Helen Mirren in Anne Frank: Parallel Stories (photograph via Sharmill Films)Helen Mirren in Anne Frank: Parallel Stories (photograph via Sharmill Films)

‘Evisceration’. That word pursues me. There is something I have not yet mentioned. It has been provoking a certain disquiet. When the title of the documentary appears on screen, it is as #AnneFrank: Parallel Stories. The documentary is framed and punctuated by the figure of a dark-eyed, dark-haired teenage girl – her resemblance to Anne resides purely in her colouring – who is in search of Anne. She travels from Bergen-Belsen to the Westerbork transit camp, Netherlands, via Prague and Paris, and eventually to the annex, now known as the Anne Frank House. Her voice emerges solely through her Instagram feed, @KaterinaKat, as she takes photos with an inscrutable expression. Perhaps she is overwhelmed, horrified, moved. If we don’t understand her motivation immediately, her red phone cover with the cut-out heart clarifies it. She is older than her subject; probably about twenty years old. One of her posts produces a kind of white heat in me; the kind I feel on learning that in 2017 Anne Frank’s face was appropriated by extremist Italian football fans for their anti-Semitic stickers. In a post at Bergen-Belsen, Katerina posts the asinine ‘Could we have been friends? #onyourside’. The teenager in me suppresses the desire to respond with social media’s version of an intellectual/poetic rejoinder, ‘#WTF?’ But I don’t have Instagram. And @KaterinaKat doesn’t really exist; she is a fictional character playing an Everyteen. Knowledge of this doesn’t make me want to shout, ‘Is there another side to be on?’, any less. (Obviously there is, but this isn’t another version of Romper Stomper.)

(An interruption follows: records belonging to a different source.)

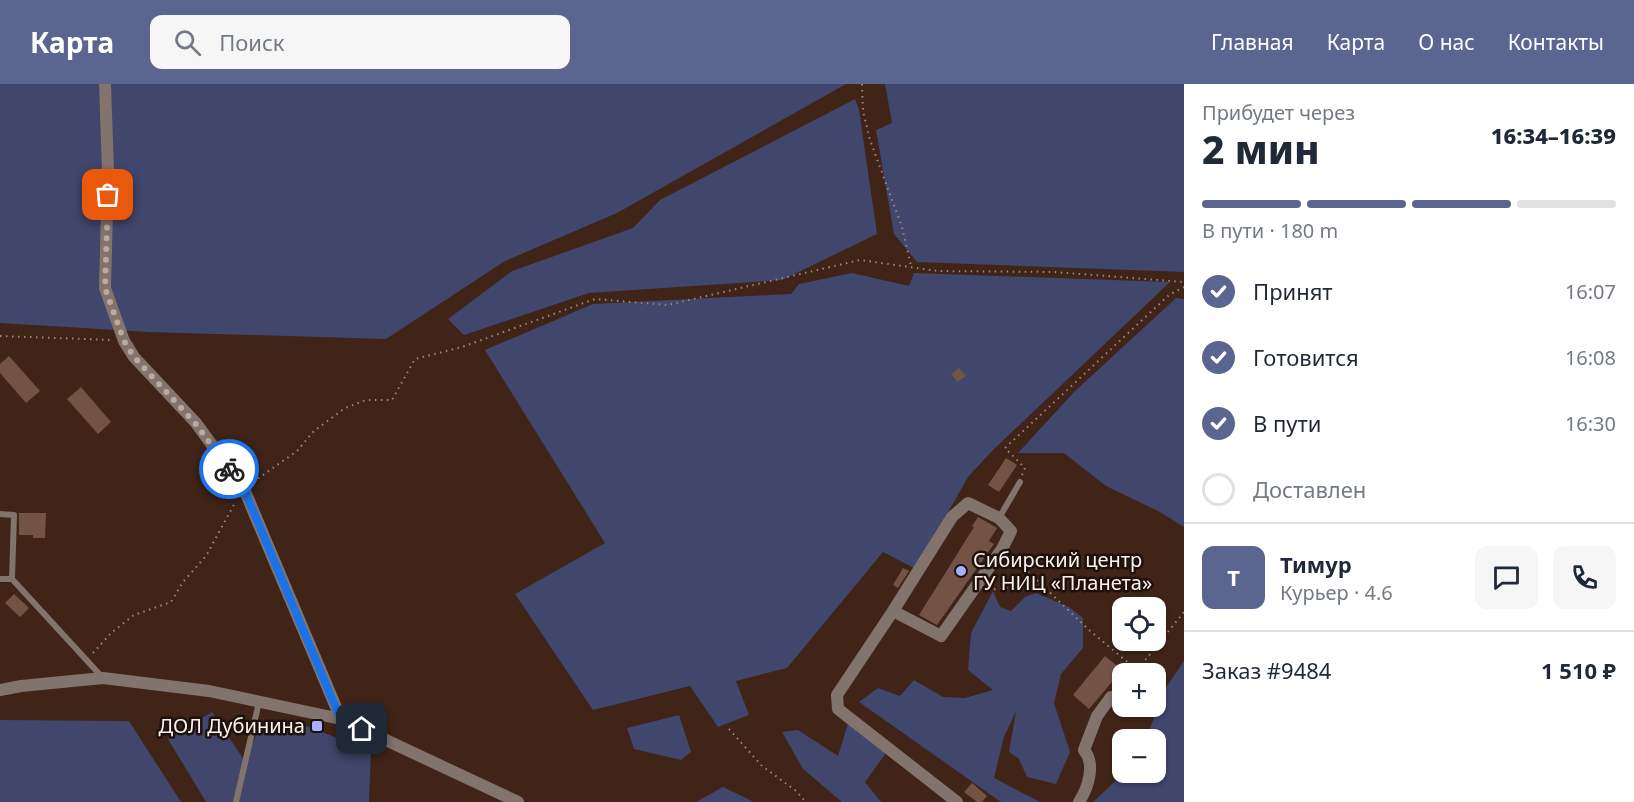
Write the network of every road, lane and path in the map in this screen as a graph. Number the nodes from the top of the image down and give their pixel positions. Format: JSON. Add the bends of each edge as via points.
{"nodes":[{"id":1,"x":105,"y":84,"type":"edge"},
{"id":2,"x":862,"y":84,"type":"edge"},
{"id":3,"x":911,"y":267,"type":"junction"},
{"id":4,"x":1184,"y":282,"type":"edge"},
{"id":5,"x":1184,"y":287,"type":"edge"},
{"id":6,"x":0,"y":336,"type":"edge"},
{"id":7,"x":124,"y":341,"type":"junction"},
{"id":8,"x":1020,"y":482,"type":"joint"},
{"id":9,"x":244,"y":489,"type":"junction"},
{"id":10,"x":0,"y":514,"type":"edge"},
{"id":11,"x":999,"y":518,"type":"junction"},
{"id":12,"x":1002,"y":549,"type":"junction"},
{"id":13,"x":0,"y":579,"type":"edge"},
{"id":14,"x":12,"y":579,"type":"junction"},
{"id":15,"x":1041,"y":584,"type":"junction"},
{"id":16,"x":973,"y":592,"type":"junction"},
{"id":17,"x":893,"y":611,"type":"junction"},
{"id":18,"x":1184,"y":612,"type":"edge"},
{"id":19,"x":87,"y":660,"type":"junction"},
{"id":20,"x":1126,"y":663,"type":"edge"},
{"id":21,"x":1143,"y":663,"type":"edge"},
{"id":22,"x":103,"y":678,"type":"junction"},
{"id":23,"x":0,"y":690,"type":"edge"},
{"id":24,"x":1111,"y":697,"type":"dead end"},
{"id":25,"x":259,"y":702,"type":"junction"},
{"id":26,"x":341,"y":720,"type":"junction"},
{"id":27,"x":729,"y":729,"type":"dead end"},
{"id":28,"x":236,"y":802,"type":"edge"},
{"id":29,"x":519,"y":802,"type":"edge"},
{"id":30,"x":806,"y":802,"type":"edge"},
{"id":31,"x":957,"y":802,"type":"edge"},
{"id":32,"x":1079,"y":802,"type":"edge"}],
"edges":[{"from":1,"to":7,"type":"street","via":[[105,288]]},
{"from":2,"to":3,"type":"path","via":[[870,140],[902,227]]},
{"from":3,"to":4,"type":"path"},
{"from":3,"to":9,"type":"path","via":[[860,260],[668,305],[595,299],[462,347],[415,359],[392,400],[366,400],[345,408],[297,451]]},
{"from":5,"to":8,"type":"path","via":[[1169,295],[1005,448],[1025,468]]},
{"from":6,"to":7,"type":"path"},
{"from":7,"to":9,"type":"street","via":[[195,423]]},
{"from":8,"to":11,"type":"lane"},
{"from":9,"to":19,"type":"path","via":[[206,556],[171,602],[134,615]]},
{"from":9,"to":26,"type":"street"},
{"from":10,"to":14,"type":"lane","via":[[14,515]]},
{"from":11,"to":12,"type":"street","via":[[1011,531]]},
{"from":11,"to":17,"type":"street","via":[[968,503],[952,517]]},
{"from":12,"to":15,"type":"path"},
{"from":12,"to":16,"type":"street"},
{"from":13,"to":14,"type":"lane"},
{"from":14,"to":19,"type":"lane"},
{"from":15,"to":16,"type":"path"},
{"from":15,"to":20,"type":"path"},
{"from":16,"to":17,"type":"street","via":[[940,636]]},
{"from":17,"to":31,"type":"street","via":[[837,695],[838,709]]},
{"from":18,"to":21,"type":"path"},
{"from":19,"to":22,"type":"lane"},
{"from":22,"to":23,"type":"street"},
{"from":22,"to":25,"type":"street","via":[[209,691]]},
{"from":24,"to":32,"type":"street","via":[[1097,716],[1084,750],[1089,756],[1089,783]]},
{"from":25,"to":26,"type":"street"},
{"from":25,"to":28,"type":"lane"},
{"from":26,"to":29,"type":"street"},
{"from":27,"to":30,"type":"path","via":[[762,766]]}]}
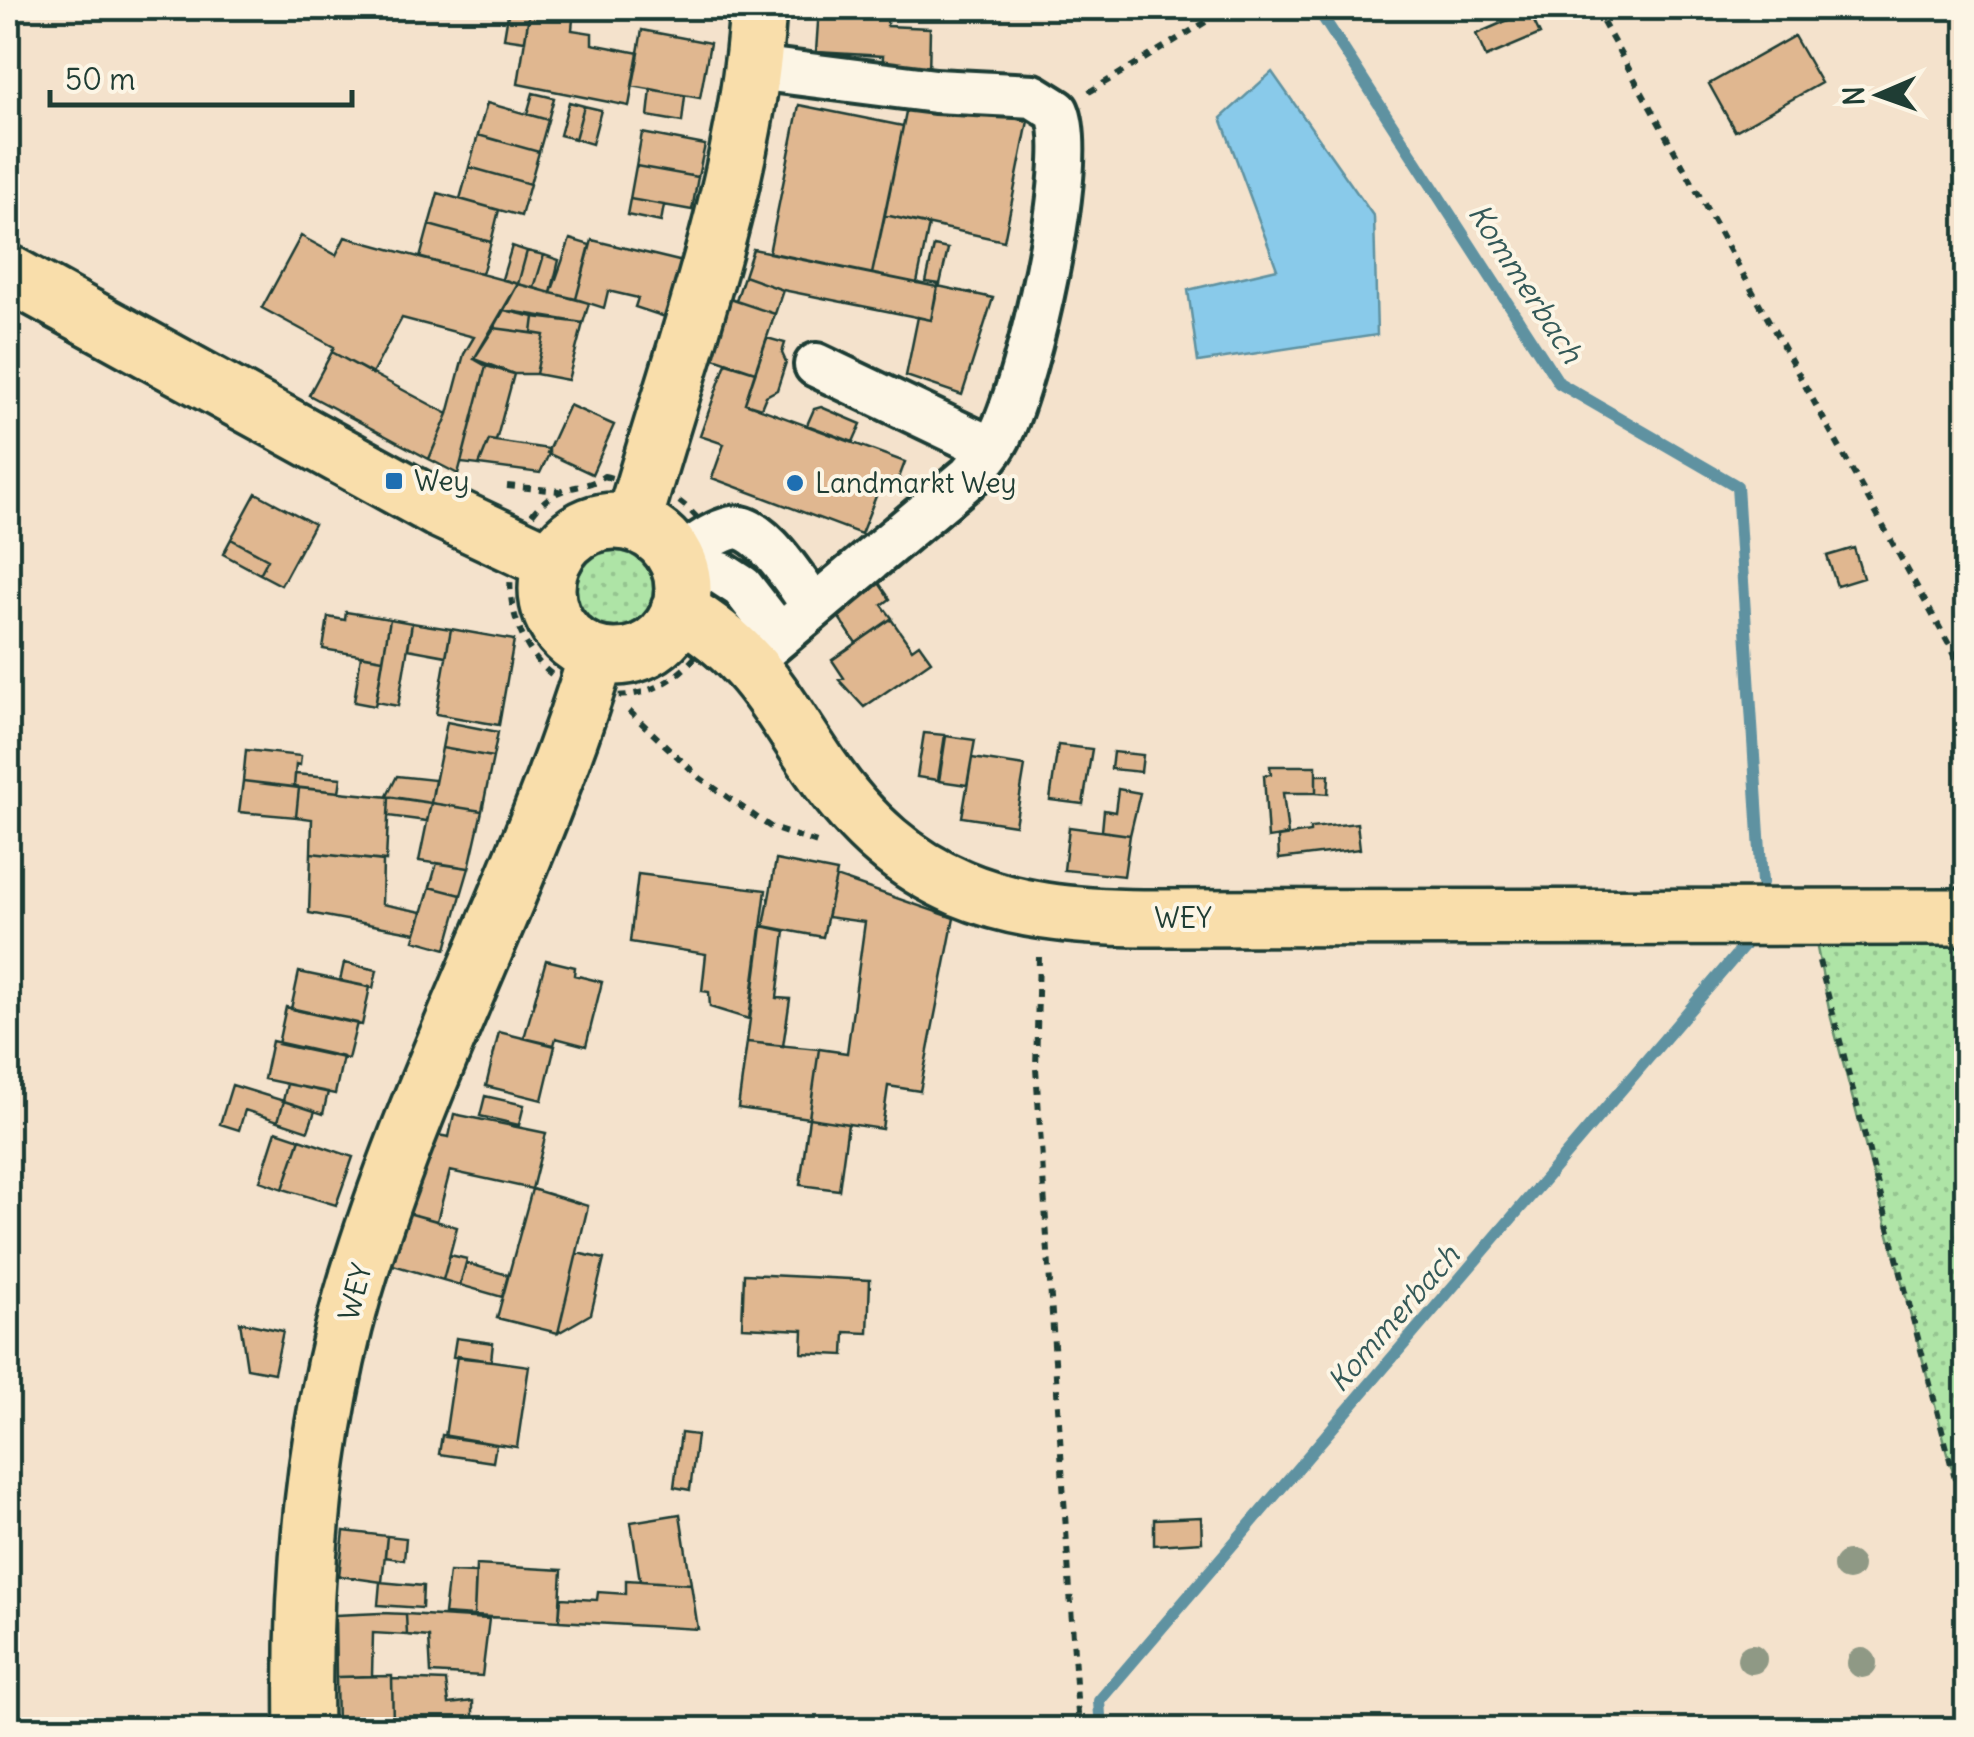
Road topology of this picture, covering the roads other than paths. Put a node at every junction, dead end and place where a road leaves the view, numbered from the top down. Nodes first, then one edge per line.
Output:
1 (758, 8) edge
2 (754, 68) junction
3 (8, 272) edge
4 (816, 365) dead end
5 (992, 449) junction
6 (638, 504) junction
7 (533, 554) junction
8 (718, 601) junction
9 (814, 606) junction
10 (598, 680) junction
11 (1966, 917) edge
12 (304, 1730) edge

1 - 2 main road
2 - 5 lane
2 - 6 main road
3 - 7 main road
4 - 5 lane
5 - 9 lane
6 - 7 main road
6 - 8 main road, WEY
7 - 10 main road
8 - 9 lane
8 - 9 lane
8 - 10 main road
8 - 11 main road, WEY
10 - 12 main road, WEY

A second viewing brought new understanding. The film’s intended audience is Katerina’s age. In Reading the Holocaust (1998), Inga Clendinnen claims, ‘In the face of a catastrophe of this scale so deliberately inflicted, perplexity is an indulgence we cannot afford.’ Anne’s writings and the oral testimonies of Arianna, Sarah, Helga, Andra and Tatiana, Fanny, and Dora, work to dispel the fog of inscrutability. So too does the film’s use of historical footage, interviews with historians, visits to Shoah memorials around Europe, and discussions of survivor trauma and testimony, of second and third generation epigenetics, of post-memory, of the terrifying rise of anti-Semitism and racism. In all but the hashtag strand of Anne Frank: Parallel Stories – the Australian release has done well to drop the hashtag reference in the title – Fedeli and Migotto work against these indulgences, or reductions, or ‘eviscerations’.


Anne Frank: Parallel Stories (Sharmill Films), narrated by Helen Mirren and made in collaboration with Anne Frank Fonds, is in cinemas 17 October 2019.